Unfortunately messages from Turkmenistan tell otherwise. Siemens has supported and praised the Ruhnama book written by Turkmenistan's dictator Saparmurat Niyazov, and this support seems to have helped the company make lucrative business deals in the country. Reliable sources state that one of the Siemens business areas is to provide the Turkmen government with wiretaps. With the help of modern eavesdropping technology, the dictatorship has been able to jail many dissidents and opposition members. Many people who have fought for freedom of speech have received long prison sentences, and many have become the victims of torture. When questioned over these allegations, Siemens has not wanted to comment on their own role in the dispute over human rights offences

In spring 2007 Nokia and Siemens joined forces in the network sector. Two major corporations seek success, market position, and power. Hopefully the methods for achieving these goals will remain clean. Nokia has built its reputation as an honest and open player. When the Siemens corruption allegations started to unfold, for instance, Nokia took time out to investigate its partner's actions and history in more detail. Still, the business merger has gone forward inexorably.

During our investigations, we informed Nokia of the Siemens actions in Turkmenistan, but this was of no interest to them. We found this indifference confusing. They also didn't want to give any interviews regarding the problems of the merger. Openness had vanished. At their best, mergers of large corporations can bring new and positive practices into the corporate culture. Old operation modes are let go of, and the atmosphere becomes clearer. Hopefully this will also happen with Nokia Siemens Networks. It would be scary to think that the Siemens illness would infect and sink deep into Nokia's policy. It is also scary to think that the silence and withdrawal of many corporations would move to companies like Nokia. Can there still be found someone who wants to take responsibility for a corporation's ethical guidelines? Does a problem situation always mean silence – ignoring the trauma so it can never be healed?

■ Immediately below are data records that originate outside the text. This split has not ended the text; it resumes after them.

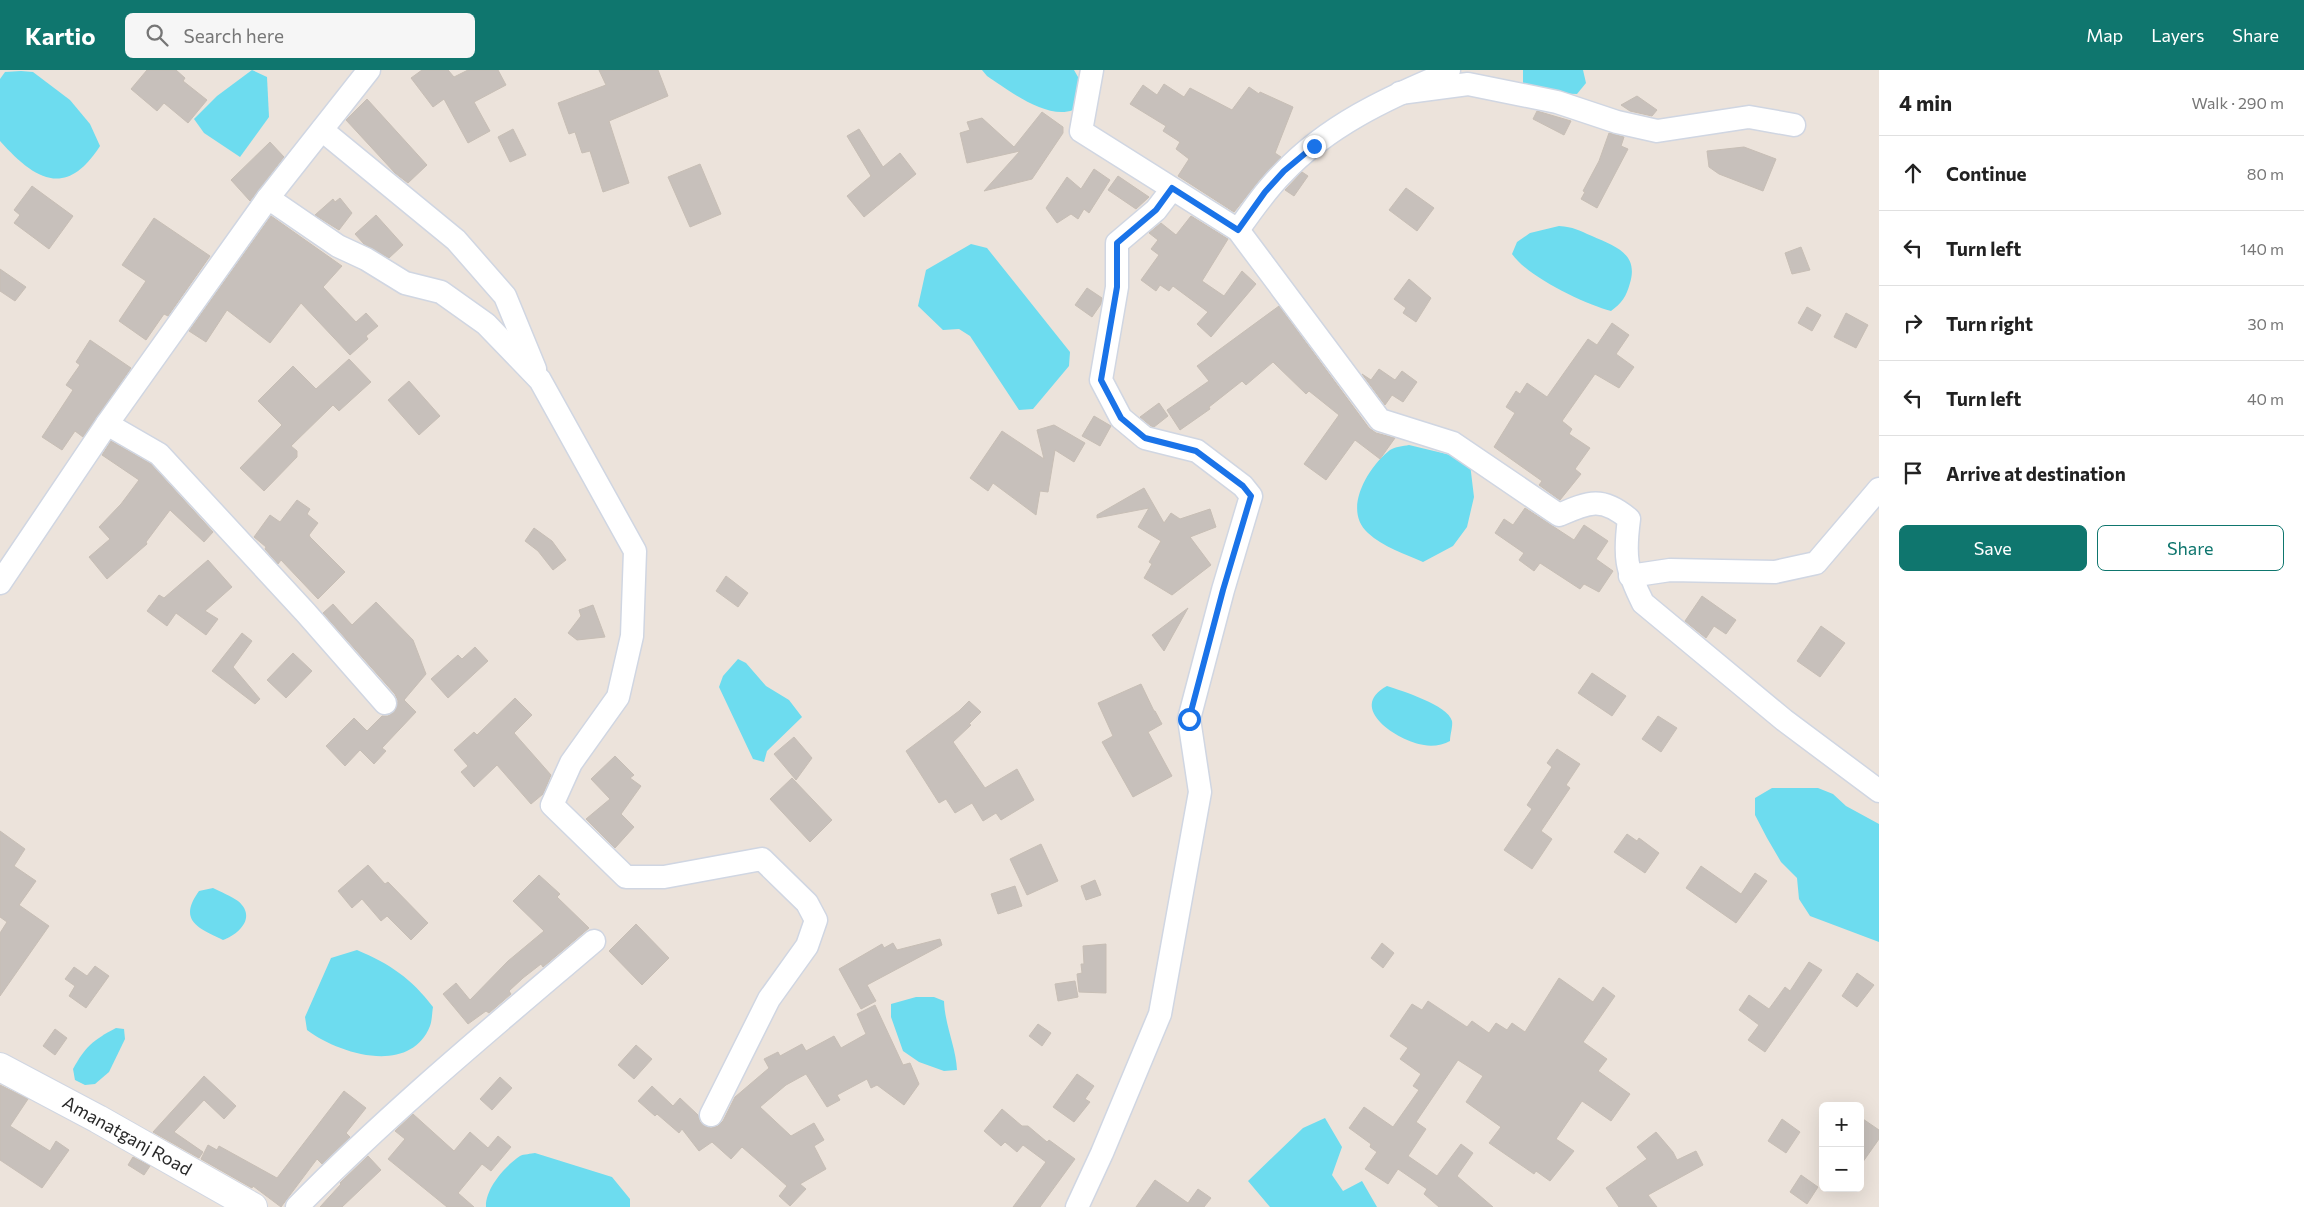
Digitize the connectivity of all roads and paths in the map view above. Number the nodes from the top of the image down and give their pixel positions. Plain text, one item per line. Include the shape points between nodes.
1 (369, 70) edge
2 (1092, 70) edge
3 (1449, 70) edge
4 (1400, 93) junction
5 (1794, 125) dead end
6 (322, 130) junction
7 (1172, 188) junction
8 (268, 198) junction
9 (1238, 230) junction
10 (540, 380) junction
11 (107, 424) junction
12 (1879, 488) edge
13 (1630, 576) junction
14 (0, 582) edge
15 (385, 703) dead end
16 (1879, 791) edge
17 (594, 941) dead end
18 (0, 1067) edge
19 (711, 1116) dead end
20 (253, 1207) edge
21 (297, 1207) edge
22 (1077, 1207) edge

1 - 6 street
2 - 7 street via 1081,131
3 - 4 street
4 - 5 street via 1468,84 1558,102 1617,122 1657,131 1749,117
4 - 9 street via 1356,116 1306,152 1265,192
6 - 8 street
6 - 10 street via 456,240 505,296
7 - 9 street
7 - 22 street via 1156,210 1117,243 1117,287 1101,380 1121,418 1145,438 1196,451 1243,486 1251,496 1189,719 1200,792 1160,1014
8 - 10 street via 338,246 405,283 441,292 486,324
8 - 11 street
9 - 13 street via 1380,420 1453,443 1559,514 1588,503 1614,506 1629,519 1625,549
10 - 19 street via 635,551 632,636 618,697 571,763 552,805 626,877 664,877 762,859 807,903 816,920 808,946 769,999
11 - 14 street
11 - 15 street via 159,454
12 - 13 street via 1816,563 1775,572 1670,570
13 - 16 street via 1643,603 1784,720
17 - 21 street via 442,1069
18 - 20 main road, Amanatganj Road via 98,1118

We have also been able to read about positive actions of Nokia Siemens Networks in connection with the "Village Connection" project. Many remote villages in India obtain access to cheaper phone calls within their network, and therefore increase the quality of life. Of course they widen their clientele, but also bring equality into our surrounding world, which is always a good thing.

Openness however is the first step towards an honest, sustainable, and succefull enterprise. We encourage Nokia and Siemens together and separately to keep that in mind. May openness connect people and companies in the future. It can be the true key for success.